═══ STUDY MATERIAL ═══

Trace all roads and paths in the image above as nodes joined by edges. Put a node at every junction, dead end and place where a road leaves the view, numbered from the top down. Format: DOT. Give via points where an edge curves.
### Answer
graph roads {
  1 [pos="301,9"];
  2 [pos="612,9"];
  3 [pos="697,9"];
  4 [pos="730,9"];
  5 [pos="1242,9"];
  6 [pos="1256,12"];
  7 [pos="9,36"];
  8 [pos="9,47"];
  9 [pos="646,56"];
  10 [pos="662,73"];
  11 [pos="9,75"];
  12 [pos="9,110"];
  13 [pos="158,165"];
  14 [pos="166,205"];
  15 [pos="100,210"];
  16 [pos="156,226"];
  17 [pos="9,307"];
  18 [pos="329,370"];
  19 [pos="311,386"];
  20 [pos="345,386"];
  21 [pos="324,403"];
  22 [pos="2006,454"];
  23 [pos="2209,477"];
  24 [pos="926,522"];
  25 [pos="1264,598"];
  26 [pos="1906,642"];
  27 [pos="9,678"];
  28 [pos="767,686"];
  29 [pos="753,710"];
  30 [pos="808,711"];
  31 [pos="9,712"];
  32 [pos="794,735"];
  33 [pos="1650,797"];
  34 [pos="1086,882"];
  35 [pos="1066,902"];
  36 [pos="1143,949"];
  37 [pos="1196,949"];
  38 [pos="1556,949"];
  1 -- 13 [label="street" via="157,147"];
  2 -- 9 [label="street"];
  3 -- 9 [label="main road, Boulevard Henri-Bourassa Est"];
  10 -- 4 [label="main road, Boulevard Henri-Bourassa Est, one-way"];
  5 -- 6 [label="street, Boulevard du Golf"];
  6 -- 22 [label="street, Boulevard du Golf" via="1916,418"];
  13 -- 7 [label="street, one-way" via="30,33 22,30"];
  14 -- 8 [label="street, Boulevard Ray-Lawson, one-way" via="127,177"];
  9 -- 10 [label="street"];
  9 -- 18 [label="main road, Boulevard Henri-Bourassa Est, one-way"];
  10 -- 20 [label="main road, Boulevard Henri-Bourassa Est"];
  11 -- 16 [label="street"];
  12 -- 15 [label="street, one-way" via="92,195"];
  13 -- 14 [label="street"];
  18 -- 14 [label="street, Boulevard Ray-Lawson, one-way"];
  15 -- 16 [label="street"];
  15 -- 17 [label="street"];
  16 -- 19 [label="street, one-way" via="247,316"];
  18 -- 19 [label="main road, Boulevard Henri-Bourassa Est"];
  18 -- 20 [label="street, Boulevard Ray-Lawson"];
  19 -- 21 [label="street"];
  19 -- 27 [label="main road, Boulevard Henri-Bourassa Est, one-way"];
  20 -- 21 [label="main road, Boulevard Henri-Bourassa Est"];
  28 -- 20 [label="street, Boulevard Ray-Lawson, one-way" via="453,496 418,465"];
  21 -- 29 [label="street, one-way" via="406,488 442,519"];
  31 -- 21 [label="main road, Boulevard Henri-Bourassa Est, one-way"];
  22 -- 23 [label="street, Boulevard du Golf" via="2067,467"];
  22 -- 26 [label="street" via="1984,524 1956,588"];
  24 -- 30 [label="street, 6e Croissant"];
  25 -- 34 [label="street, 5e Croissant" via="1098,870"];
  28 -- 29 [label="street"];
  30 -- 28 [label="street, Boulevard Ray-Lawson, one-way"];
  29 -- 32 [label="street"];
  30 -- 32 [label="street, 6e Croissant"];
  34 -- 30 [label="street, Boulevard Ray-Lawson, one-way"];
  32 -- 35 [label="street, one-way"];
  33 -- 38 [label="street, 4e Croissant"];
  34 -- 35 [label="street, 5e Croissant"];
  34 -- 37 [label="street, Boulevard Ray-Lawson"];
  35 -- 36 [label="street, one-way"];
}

═══

■ WHAT NEEDS TO BE DONE
How many of the lines above include the word "Croissant"? State that number and nothing else.

■ SOLUTION FOR THIS EXERCISE
5